[Opening Material to process section]

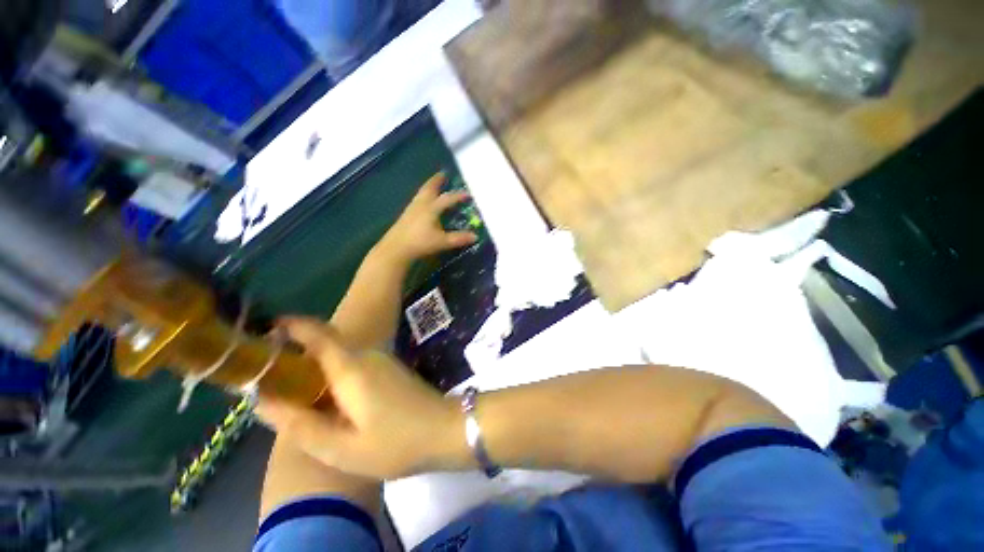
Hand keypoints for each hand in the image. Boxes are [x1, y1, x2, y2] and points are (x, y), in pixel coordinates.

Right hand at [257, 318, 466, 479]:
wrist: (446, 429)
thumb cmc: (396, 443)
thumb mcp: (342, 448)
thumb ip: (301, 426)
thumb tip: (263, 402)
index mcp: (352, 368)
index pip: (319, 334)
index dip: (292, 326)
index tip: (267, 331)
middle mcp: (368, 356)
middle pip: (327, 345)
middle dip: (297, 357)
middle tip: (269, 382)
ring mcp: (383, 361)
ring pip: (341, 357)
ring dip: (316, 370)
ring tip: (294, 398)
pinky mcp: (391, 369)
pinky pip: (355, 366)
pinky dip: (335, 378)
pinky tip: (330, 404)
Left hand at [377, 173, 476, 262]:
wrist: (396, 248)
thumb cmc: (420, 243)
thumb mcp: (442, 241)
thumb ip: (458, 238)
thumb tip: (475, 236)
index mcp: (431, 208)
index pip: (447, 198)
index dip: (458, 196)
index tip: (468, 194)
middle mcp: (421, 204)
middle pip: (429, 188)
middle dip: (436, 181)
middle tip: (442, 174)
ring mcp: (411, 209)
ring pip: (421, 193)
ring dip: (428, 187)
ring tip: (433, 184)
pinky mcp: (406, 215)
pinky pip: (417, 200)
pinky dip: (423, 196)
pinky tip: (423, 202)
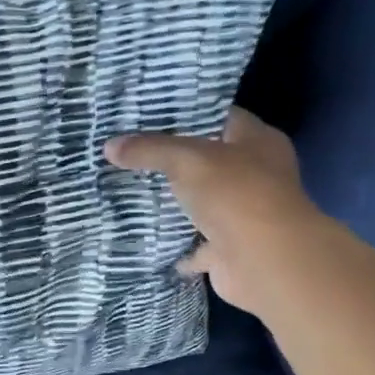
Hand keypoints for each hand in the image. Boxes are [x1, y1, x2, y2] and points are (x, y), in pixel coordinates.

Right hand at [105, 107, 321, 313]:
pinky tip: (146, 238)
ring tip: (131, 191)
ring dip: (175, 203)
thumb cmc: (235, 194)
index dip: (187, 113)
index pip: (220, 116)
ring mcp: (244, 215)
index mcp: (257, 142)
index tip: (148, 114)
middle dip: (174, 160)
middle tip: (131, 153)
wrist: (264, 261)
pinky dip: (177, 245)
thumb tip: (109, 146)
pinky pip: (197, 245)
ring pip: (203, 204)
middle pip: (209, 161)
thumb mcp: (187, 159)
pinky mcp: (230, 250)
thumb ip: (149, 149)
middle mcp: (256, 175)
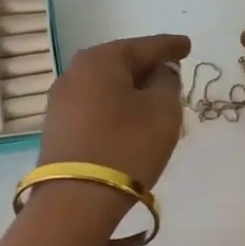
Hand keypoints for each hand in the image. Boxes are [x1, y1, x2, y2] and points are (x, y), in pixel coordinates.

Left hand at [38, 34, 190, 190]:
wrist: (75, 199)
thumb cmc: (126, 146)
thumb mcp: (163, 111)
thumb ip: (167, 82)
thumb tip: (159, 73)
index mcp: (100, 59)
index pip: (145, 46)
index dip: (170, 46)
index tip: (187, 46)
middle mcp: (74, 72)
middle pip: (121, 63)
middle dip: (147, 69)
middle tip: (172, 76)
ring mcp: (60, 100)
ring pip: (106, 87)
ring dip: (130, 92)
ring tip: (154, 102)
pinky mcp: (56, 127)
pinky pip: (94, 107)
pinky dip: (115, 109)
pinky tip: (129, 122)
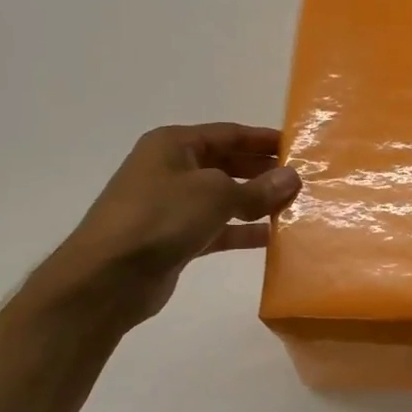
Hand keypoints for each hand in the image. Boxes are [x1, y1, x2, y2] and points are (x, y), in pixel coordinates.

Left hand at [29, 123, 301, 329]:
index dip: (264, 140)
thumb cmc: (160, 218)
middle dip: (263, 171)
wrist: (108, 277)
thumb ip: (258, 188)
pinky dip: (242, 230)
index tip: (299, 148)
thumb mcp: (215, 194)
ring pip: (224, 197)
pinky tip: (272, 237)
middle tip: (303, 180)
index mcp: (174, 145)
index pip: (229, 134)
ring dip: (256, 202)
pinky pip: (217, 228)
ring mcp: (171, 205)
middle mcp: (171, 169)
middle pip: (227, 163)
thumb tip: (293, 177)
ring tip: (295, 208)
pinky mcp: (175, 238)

[Closing Material to process section]

**Exercise goal**
Scan the records for the string "Left". Copy each line in which it appears.

**Result below**
Left hand at [377, 173, 476, 262]:
Left hand at [38, 34, 190, 190]:
Left hand at [29, 123, 301, 329]:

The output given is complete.